**Collected data:**

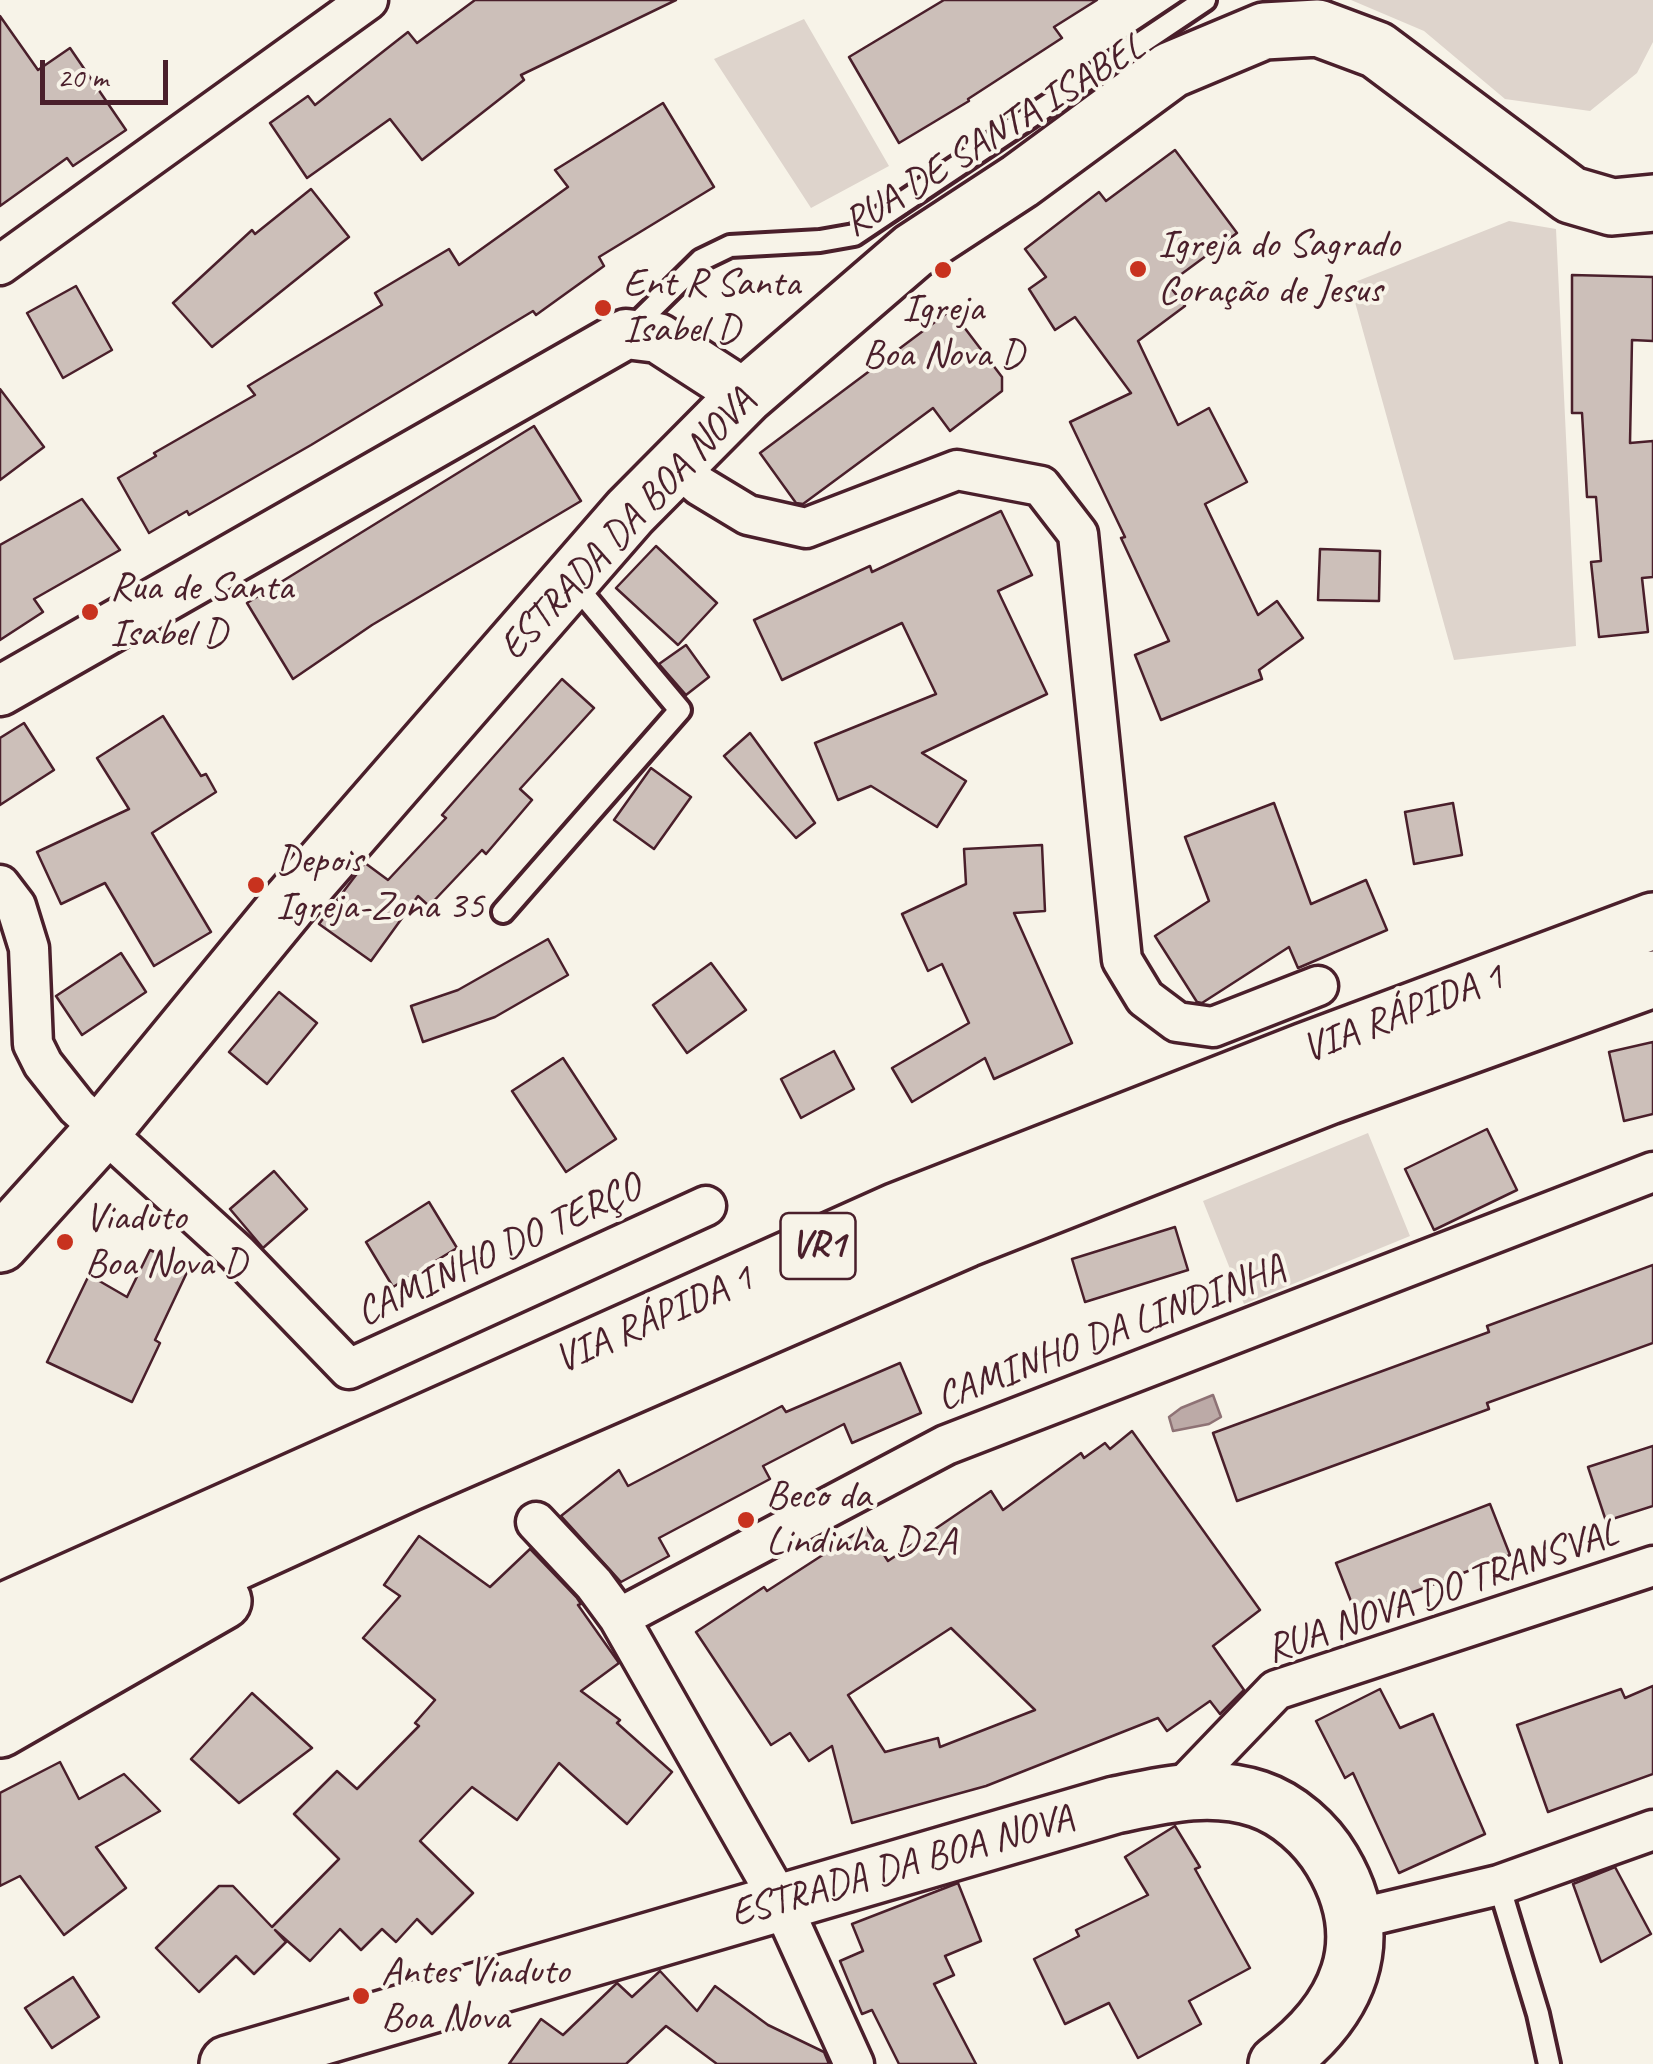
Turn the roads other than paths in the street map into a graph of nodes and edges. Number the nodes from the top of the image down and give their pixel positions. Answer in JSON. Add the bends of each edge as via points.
{"nodes":[{"id":1,"x":368,"y":0,"type":"edge"},
{"id":2,"x":1206,"y":0,"type":"edge"},
{"id":3,"x":1653,"y":202,"type":"edge"},
{"id":4,"x":0,"y":265,"type":"edge"},
{"id":5,"x":626,"y":334,"type":"junction"},
{"id":6,"x":746,"y":395,"type":"junction"},
{"id":7,"x":676,"y":465,"type":"junction"},
{"id":8,"x":571,"y":580,"type":"junction"},
{"id":9,"x":0,"y":691,"type":"edge"},
{"id":10,"x":0,"y":886,"type":"edge"},
{"id":11,"x":503,"y":912,"type":"dead end"},
{"id":12,"x":1653,"y":920,"type":"edge"},
{"id":13,"x":1653,"y":980,"type":"edge"},
{"id":14,"x":1318,"y":986,"type":"dead end"},
{"id":15,"x":104,"y":1129,"type":"junction"},
{"id":16,"x":1653,"y":1172,"type":"edge"},
{"id":17,"x":706,"y":1206,"type":"dead end"},
{"id":18,"x":0,"y":1244,"type":"edge"},
{"id":19,"x":408,"y":1484,"type":"junction"},
{"id":20,"x":536,"y":1522,"type":"dead end"},
{"id":21,"x":1653,"y":1566,"type":"edge"},
{"id":22,"x":0,"y":1613,"type":"edge"},
{"id":23,"x":619,"y":1618,"type":"junction"},
{"id":24,"x":0,"y":1670,"type":"edge"},
{"id":25,"x":0,"y":1729,"type":"edge"},
{"id":26,"x":1179,"y":1791,"type":"junction"},
{"id":27,"x":1653,"y":1830,"type":"edge"},
{"id":28,"x":1499,"y":1885,"type":"junction"},
{"id":29,"x":780,"y":1903,"type":"junction"},
{"id":30,"x":1356,"y":1919,"type":"junction"},
{"id":31,"x":283,"y":2055,"type":"edge"},
{"id":32,"x":228,"y":2064,"type":"edge"},
{"id":33,"x":854,"y":2064,"type":"edge"},
{"id":34,"x":1277,"y":2064,"type":"edge"},
{"id":35,"x":1548,"y":2064,"type":"edge"}],
"edges":[{"from":1,"to":4,"type":"street"},
{"from":2,"to":5,"type":"lane","name":"RUA DE SANTA ISABEL","via":[[854,235],[730,246],[700,260]]},
{"from":3,"to":6,"type":"main road","name":"ESTRADA DA BOA NOVA","via":[[1612,207],[1571,195],[1377,50],[1318,28],[1264,31],[1171,70],[912,251]]},
{"from":5,"to":6,"type":"street","via":[[658,338]]},
{"from":5,"to":9,"type":"street","name":"RUA DE SANTA ISABEL"},
{"from":6,"to":7,"type":"main road","name":"ESTRADA DA BOA NOVA"},
{"from":7,"to":8,"type":"main road","name":"ESTRADA DA BOA NOVA"},
{"from":7,"to":14,"type":"street","via":[[748,515],[806,528],[957,470],[1041,486],[1078,534],[1122,960],[1145,998],[1177,1022],[1212,1027]]},
{"from":8,"to":11,"type":"lane","via":[[680,710]]},
{"from":8,"to":15,"type":"main road","name":"ESTRADA DA BOA NOVA","via":[[287,906]]},
{"from":10,"to":15,"type":"street","name":"CAMINHO DO TERÇO","via":[[16,906],[29,948],[32,1044],[77,1107]]},
{"from":12,"to":22,"type":"main road","name":"VIA RÁPIDA 1","number":"VR1","via":[[897,1211]]},
{"from":13,"to":19,"type":"main road","name":"VIA RÁPIDA 1","number":"VR1","via":[[1330,1096],[966,1239]]},
{"from":15,"to":17,"type":"street","name":"CAMINHO DO TERÇO","via":[[350,1369]]},
{"from":15,"to":18,"type":"main road","name":"ESTRADA DA BOA NOVA"},
{"from":16,"to":23,"type":"street","name":"CAMINHO DA LINDINHA","via":[[946,1445]]},
{"from":19,"to":24,"type":"main road","name":"VIA RÁPIDA 1","number":"VR1"},
{"from":19,"to":25,"type":"main road","via":[[243,1589]]},
{"from":20,"to":23,"type":"street"},
{"from":21,"to":26,"type":"street","name":"RUA NOVA DO TRANSVAL","via":[[1276,1690]]},
{"from":23,"to":29,"type":"street"},
{"from":26,"to":29,"type":"main road","name":"ESTRADA DA BOA NOVA"},
{"from":26,"to":30,"type":"main road","name":"ESTRADA DA BOA NOVA","via":[[1261,1800],[1305,1826],[1346,1884]]},
{"from":27,"to":28,"type":"street"},
{"from":28,"to":30,"type":"street"},
{"from":28,"to":35,"type":"lane"},
{"from":29,"to":31,"type":"main road","name":"ESTRADA DA BOA NOVA"},
{"from":29,"to":33,"type":"street"},
{"from":30,"to":34,"type":"main road","name":"ESTRADA DA BOA NOVA","via":[[1356,1945],[1339,1999]]},
{"from":31,"to":32,"type":"main road","name":"ESTRADA DA BOA NOVA"}]}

**Task details:** When you repeat the data, keep it exact and drop every picture.

**Task result:**
Turn the roads other than paths in the street map into a graph of nodes and edges. Number the nodes from the top of the image down and give their pixel positions. Answer in JSON. Add the bends of each edge as via points.
{"nodes":[{"id":1,"x":368,"y":0,"type":"edge"},
{"id":2,"x":1206,"y":0,"type":"edge"},
{"id":3,"x":1653,"y":202,"type":"edge"},
{"id":4,"x":0,"y":265,"type":"edge"},
{"id":5,"x":626,"y":334,"type":"junction"},
{"id":6,"x":746,"y":395,"type":"junction"},
{"id":7,"x":676,"y":465,"type":"junction"},
{"id":8,"x":571,"y":580,"type":"junction"},
{"id":9,"x":0,"y":691,"type":"edge"},
{"id":10,"x":0,"y":886,"type":"edge"},
{"id":11,"x":503,"y":912,"type":"dead end"},
{"id":12,"x":1653,"y":920,"type":"edge"},
{"id":13,"x":1653,"y":980,"type":"edge"},
{"id":14,"x":1318,"y":986,"type":"dead end"},
{"id":15,"x":104,"y":1129,"type":"junction"},
{"id":16,"x":1653,"y":1172,"type":"edge"},
{"id":17,"x":706,"y":1206,"type":"dead end"},
{"id":18,"x":0,"y":1244,"type":"edge"},
{"id":19,"x":408,"y":1484,"type":"junction"},
{"id":20,"x":536,"y":1522,"type":"dead end"},
{"id":21,"x":1653,"y":1566,"type":"edge"},
{"id":22,"x":0,"y":1613,"type":"edge"},
{"id":23,"x":619,"y":1618,"type":"junction"},
{"id":24,"x":0,"y":1670,"type":"edge"},
{"id":25,"x":0,"y":1729,"type":"edge"},
{"id":26,"x":1179,"y":1791,"type":"junction"},
{"id":27,"x":1653,"y":1830,"type":"edge"},
{"id":28,"x":1499,"y":1885,"type":"junction"},
{"id":29,"x":780,"y":1903,"type":"junction"},
{"id":30,"x":1356,"y":1919,"type":"junction"},
{"id":31,"x":283,"y":2055,"type":"edge"},
{"id":32,"x":228,"y":2064,"type":"edge"},
{"id":33,"x":854,"y":2064,"type":"edge"},
{"id":34,"x":1277,"y":2064,"type":"edge"},
{"id":35,"x":1548,"y":2064,"type":"edge"}],
"edges":[{"from":1,"to":4,"type":"street"},
{"from":2,"to":5,"type":"lane","name":"RUA DE SANTA ISABEL","via":[[854,235],[730,246],[700,260]]},
{"from":3,"to":6,"type":"main road","name":"ESTRADA DA BOA NOVA","via":[[1612,207],[1571,195],[1377,50],[1318,28],[1264,31],[1171,70],[912,251]]},
{"from":5,"to":6,"type":"street","via":[[658,338]]},
{"from":5,"to":9,"type":"street","name":"RUA DE SANTA ISABEL"},
{"from":6,"to":7,"type":"main road","name":"ESTRADA DA BOA NOVA"},
{"from":7,"to":8,"type":"main road","name":"ESTRADA DA BOA NOVA"},
{"from":7,"to":14,"type":"street","via":[[748,515],[806,528],[957,470],[1041,486],[1078,534],[1122,960],[1145,998],[1177,1022],[1212,1027]]},
{"from":8,"to":11,"type":"lane","via":[[680,710]]},
{"from":8,"to":15,"type":"main road","name":"ESTRADA DA BOA NOVA","via":[[287,906]]},
{"from":10,"to":15,"type":"street","name":"CAMINHO DO TERÇO","via":[[16,906],[29,948],[32,1044],[77,1107]]},
{"from":12,"to":22,"type":"main road","name":"VIA RÁPIDA 1","number":"VR1","via":[[897,1211]]},
{"from":13,"to":19,"type":"main road","name":"VIA RÁPIDA 1","number":"VR1","via":[[1330,1096],[966,1239]]},
{"from":15,"to":17,"type":"street","name":"CAMINHO DO TERÇO","via":[[350,1369]]},
{"from":15,"to":18,"type":"main road","name":"ESTRADA DA BOA NOVA"},
{"from":16,"to":23,"type":"street","name":"CAMINHO DA LINDINHA","via":[[946,1445]]},
{"from":19,"to":24,"type":"main road","name":"VIA RÁPIDA 1","number":"VR1"},
{"from":19,"to":25,"type":"main road","via":[[243,1589]]},
{"from":20,"to":23,"type":"street"},
{"from":21,"to":26,"type":"street","name":"RUA NOVA DO TRANSVAL","via":[[1276,1690]]},
{"from":23,"to":29,"type":"street"},
{"from":26,"to":29,"type":"main road","name":"ESTRADA DA BOA NOVA"},
{"from":26,"to":30,"type":"main road","name":"ESTRADA DA BOA NOVA","via":[[1261,1800],[1305,1826],[1346,1884]]},
{"from":27,"to":28,"type":"street"},
{"from":28,"to":30,"type":"street"},
{"from":28,"to":35,"type":"lane"},
{"from":29,"to":31,"type":"main road","name":"ESTRADA DA BOA NOVA"},
{"from":29,"to":33,"type":"street"},
{"from":30,"to":34,"type":"main road","name":"ESTRADA DA BOA NOVA","via":[[1356,1945],[1339,1999]]},
{"from":31,"to":32,"type":"main road","name":"ESTRADA DA BOA NOVA"}]}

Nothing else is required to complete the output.